Great point Brenden, just thought of one other thing.

IF you want to use this View, but have a better Index/Structure to it, you can always consider running a 'caching' task that copies a subset of this data into a cache table that you can then put your own indexes on to increase performance without having to worry about the things that affect it.
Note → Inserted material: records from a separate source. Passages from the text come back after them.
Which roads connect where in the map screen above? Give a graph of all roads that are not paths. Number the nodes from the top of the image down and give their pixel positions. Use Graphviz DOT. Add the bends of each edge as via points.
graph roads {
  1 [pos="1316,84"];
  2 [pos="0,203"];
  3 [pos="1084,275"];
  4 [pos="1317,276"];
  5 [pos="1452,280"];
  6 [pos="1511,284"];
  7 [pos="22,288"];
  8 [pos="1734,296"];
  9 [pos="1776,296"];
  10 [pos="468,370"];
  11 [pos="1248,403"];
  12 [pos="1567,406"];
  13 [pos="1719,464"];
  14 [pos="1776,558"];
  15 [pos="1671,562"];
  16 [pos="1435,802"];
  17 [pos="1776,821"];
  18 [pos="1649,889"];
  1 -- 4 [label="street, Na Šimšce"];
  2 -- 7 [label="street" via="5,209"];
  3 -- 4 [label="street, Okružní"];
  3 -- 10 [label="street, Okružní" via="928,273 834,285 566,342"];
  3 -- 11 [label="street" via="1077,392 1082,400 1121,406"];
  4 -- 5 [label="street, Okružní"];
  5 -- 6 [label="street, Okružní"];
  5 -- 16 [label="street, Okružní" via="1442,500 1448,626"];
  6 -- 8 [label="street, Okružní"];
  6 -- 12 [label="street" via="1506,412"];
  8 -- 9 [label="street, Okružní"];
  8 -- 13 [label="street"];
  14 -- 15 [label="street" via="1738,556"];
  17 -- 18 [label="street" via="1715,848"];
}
There's a nifty little trick that if you create the cache table in two schemas (dbo, and cache), you can build the cache into one (which may take a bit), then use a VERY quick "schema swap" to switch the dbo with the cache, and cache with the dbo.

It looks like this:

-- Trick learned online, build into a cache table, then swap the Cache and the regular table using schema swapping.
TRUNCATE TABLE cache.View_CMS_Tree_Joined_Cache;
-- (if you need to maintain FKs you may need to delete)
INSERT INTO cache.View_CMS_Tree_Joined_Cache Select * from View_CMS_Tree_joined with (nolock)

-- step 2:
-- this transaction will be almost instantaneous, 
-- since it is a metadata operation only: 
BEGIN TRANSACTION;
    ALTER SCHEMA hold  TRANSFER dbo.View_CMS_Tree_Joined_Cache;
    ALTER SCHEMA dbo   TRANSFER cache.View_CMS_Tree_Joined_Cache;
    ALTER SCHEMA cache TRANSFER hold.View_CMS_Tree_Joined_Cache;
COMMIT TRANSACTION;

Just make sure you apply your indexes to both the cache. and dbo. tables, as during the swap operation you are literally replacing one with the other, so you need indexes on both.